In the last decade, significant progress has been made in identifying the genes that control coat color in South American camelids. The detection of causal mutations of relevant phenotypes for breeders, such as the classic gray in alpacas, has allowed the development of a commercial test by Neogen (Jones et al., 2019). This is the first test for color genes in camelids launched on the market, but it is expected that others will appear very soon.

Molecular testing presents diverse applications, from optimizing the chances of obtaining a desired phenotype to preserve color allele diversity. For example, to obtain a black alpaca a pair of the three different alleles is necessary, thus mating could be designed between black animals with different genotypes (e.g., a1a2xa2a3, a1a3xa1a2, etc.) to conserve the existing color allele pool. Additionally, genetic testing can be useful to prevent some health conditions associated to coat color, like lethal gray.
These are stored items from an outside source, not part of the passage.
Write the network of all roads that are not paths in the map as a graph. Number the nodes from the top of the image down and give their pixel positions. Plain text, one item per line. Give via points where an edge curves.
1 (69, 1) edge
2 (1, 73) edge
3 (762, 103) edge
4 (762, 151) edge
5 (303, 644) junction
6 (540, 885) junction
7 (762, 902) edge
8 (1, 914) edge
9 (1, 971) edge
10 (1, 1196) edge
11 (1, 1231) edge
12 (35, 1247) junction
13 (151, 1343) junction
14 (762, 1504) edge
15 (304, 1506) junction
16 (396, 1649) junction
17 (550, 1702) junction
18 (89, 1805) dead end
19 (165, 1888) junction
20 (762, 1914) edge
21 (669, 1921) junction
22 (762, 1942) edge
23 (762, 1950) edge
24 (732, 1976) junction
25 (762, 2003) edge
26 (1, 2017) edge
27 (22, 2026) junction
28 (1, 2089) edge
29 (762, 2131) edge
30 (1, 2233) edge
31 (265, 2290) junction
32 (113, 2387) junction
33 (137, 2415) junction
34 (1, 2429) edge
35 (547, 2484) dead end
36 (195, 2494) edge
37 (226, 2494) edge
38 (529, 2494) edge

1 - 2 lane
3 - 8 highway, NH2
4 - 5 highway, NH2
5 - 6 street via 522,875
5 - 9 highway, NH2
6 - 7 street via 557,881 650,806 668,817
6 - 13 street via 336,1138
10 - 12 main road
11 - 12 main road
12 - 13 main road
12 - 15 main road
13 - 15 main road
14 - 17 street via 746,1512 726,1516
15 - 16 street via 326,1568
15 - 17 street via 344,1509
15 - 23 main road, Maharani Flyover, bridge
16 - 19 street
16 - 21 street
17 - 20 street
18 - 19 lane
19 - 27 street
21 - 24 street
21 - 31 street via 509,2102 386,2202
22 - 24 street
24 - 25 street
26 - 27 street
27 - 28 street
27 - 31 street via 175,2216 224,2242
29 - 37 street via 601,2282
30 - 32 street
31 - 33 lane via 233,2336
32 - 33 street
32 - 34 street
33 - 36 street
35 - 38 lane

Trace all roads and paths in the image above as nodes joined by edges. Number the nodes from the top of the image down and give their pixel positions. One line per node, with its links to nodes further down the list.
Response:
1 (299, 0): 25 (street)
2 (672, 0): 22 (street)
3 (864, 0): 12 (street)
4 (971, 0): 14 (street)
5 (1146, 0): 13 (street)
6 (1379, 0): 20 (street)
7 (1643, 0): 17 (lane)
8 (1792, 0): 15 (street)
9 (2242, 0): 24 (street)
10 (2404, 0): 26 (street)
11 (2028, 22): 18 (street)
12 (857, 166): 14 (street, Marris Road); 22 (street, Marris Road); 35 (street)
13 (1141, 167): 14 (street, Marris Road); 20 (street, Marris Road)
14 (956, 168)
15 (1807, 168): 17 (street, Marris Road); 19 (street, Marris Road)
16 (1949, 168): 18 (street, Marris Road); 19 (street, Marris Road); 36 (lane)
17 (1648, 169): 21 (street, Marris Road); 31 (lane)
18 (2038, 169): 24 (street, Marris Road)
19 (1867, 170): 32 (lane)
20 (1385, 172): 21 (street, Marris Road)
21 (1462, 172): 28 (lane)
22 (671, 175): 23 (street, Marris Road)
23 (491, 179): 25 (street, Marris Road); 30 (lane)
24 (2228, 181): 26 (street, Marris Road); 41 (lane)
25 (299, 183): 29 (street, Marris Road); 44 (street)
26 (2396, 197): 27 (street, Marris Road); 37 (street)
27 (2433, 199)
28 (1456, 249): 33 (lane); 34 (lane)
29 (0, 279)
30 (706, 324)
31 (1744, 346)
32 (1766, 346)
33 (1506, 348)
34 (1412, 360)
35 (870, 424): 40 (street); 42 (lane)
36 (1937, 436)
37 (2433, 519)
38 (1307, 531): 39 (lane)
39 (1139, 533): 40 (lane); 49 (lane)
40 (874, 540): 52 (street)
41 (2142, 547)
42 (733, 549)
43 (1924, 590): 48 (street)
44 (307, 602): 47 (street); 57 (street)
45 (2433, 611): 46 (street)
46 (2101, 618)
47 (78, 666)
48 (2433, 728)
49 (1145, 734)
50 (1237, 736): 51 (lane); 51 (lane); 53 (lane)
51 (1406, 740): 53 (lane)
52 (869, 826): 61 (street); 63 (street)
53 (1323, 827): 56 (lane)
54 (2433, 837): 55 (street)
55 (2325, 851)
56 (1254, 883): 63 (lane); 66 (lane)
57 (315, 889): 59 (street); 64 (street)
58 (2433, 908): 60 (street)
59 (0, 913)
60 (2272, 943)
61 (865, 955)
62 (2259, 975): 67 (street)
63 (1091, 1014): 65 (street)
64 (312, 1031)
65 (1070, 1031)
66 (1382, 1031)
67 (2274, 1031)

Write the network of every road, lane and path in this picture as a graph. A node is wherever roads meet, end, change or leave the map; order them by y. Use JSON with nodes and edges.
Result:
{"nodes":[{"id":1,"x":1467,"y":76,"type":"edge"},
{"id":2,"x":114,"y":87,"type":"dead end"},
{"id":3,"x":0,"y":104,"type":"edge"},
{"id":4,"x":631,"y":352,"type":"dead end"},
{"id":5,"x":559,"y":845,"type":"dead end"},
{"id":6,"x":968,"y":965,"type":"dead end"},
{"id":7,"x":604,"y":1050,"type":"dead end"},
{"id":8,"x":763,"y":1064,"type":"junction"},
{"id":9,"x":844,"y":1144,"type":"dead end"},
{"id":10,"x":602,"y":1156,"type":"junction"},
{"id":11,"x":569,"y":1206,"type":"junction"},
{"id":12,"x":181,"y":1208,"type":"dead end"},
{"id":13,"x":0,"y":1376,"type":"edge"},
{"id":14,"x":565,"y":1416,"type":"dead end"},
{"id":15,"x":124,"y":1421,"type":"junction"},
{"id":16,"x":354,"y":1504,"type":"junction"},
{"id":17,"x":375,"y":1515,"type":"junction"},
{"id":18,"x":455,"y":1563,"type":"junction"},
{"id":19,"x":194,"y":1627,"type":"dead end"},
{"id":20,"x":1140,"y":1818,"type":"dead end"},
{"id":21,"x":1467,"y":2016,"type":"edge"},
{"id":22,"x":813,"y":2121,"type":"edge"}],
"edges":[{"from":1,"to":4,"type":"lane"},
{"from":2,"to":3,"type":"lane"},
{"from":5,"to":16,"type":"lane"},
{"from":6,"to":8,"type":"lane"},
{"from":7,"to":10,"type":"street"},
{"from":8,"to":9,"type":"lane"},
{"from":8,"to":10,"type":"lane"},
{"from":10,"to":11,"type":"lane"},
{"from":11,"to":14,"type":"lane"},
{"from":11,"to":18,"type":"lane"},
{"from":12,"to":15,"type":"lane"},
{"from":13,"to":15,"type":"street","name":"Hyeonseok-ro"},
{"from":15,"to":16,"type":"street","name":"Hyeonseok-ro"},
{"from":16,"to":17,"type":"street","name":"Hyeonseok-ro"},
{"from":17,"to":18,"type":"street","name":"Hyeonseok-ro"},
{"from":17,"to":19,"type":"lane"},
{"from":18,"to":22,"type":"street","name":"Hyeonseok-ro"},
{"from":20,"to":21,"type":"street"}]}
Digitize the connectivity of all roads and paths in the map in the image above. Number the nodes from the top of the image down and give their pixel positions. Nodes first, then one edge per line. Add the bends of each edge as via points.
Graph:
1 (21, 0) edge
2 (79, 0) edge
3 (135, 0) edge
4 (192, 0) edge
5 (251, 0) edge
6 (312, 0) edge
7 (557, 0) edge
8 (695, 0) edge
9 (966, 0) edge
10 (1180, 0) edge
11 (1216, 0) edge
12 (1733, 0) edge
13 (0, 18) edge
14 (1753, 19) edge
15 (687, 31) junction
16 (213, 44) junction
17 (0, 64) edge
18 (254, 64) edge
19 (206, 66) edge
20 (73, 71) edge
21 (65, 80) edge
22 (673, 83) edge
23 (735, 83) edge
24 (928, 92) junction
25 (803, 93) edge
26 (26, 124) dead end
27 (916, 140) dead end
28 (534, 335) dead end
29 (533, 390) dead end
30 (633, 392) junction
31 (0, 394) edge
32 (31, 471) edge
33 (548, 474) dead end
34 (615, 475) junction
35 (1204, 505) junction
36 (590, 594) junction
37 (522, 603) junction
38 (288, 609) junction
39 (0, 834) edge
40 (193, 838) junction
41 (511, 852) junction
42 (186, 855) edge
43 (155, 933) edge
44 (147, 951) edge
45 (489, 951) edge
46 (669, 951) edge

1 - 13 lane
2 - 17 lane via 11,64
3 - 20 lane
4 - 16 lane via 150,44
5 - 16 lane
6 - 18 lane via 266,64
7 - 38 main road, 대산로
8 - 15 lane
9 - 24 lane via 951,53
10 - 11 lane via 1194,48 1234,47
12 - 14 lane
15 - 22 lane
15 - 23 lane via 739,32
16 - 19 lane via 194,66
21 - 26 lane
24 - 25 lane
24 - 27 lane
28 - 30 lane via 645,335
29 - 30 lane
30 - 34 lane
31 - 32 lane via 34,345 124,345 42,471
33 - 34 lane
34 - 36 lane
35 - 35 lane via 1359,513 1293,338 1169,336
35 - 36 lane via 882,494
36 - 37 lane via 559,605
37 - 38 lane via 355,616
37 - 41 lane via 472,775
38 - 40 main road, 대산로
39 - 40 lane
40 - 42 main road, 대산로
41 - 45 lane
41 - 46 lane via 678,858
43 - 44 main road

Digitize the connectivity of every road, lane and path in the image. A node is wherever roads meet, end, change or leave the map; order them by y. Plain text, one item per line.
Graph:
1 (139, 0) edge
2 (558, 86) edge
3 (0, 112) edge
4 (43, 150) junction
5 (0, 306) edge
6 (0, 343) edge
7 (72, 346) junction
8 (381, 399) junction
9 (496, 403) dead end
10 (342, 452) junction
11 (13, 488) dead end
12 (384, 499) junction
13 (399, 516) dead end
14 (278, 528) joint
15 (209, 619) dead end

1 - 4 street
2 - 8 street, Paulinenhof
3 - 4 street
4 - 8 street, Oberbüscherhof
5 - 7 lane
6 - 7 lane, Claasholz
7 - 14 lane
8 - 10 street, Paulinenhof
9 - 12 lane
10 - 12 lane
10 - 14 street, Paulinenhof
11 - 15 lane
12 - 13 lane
By performing a DNA test on sires and dams, alpaca breeders could identify animals carrying classic gray alleles and avoid risky mating.

Some advances have also been made in understanding the inheritance mechanisms of other fiber traits in llamas and alpacas, ranging from simple single gene models to more complex additive multigene systems, depending on the characteristic. Moreover, significant genetic variability has been found in genes encoding structural protein of the fiber, suggesting that genetic improvement would be possible when the variants associated to desirable traits are discovered.

Despite the progress achieved, there is still a lack of large-scale studies linking phenotypic traits to candidate genes in South American camelids. In this sense, the release of the chromosome-level Alpaca Reference Genome (VicPac3.1) in 2019 marked a turn point in camelid research, allowing the mapping of candidate genes for fiber traits, the identification of thousands of SNPs and the development of a high-density SNP array. The application of this array in genome wide association studies (GWAS) in both the alpaca and the llama, will contribute to accelerate the discovery of new genes and pathways related to pigmentation and will allow to advance towards the identification of genetic variation influencing more complex traits, like the ones that affect fiber quality.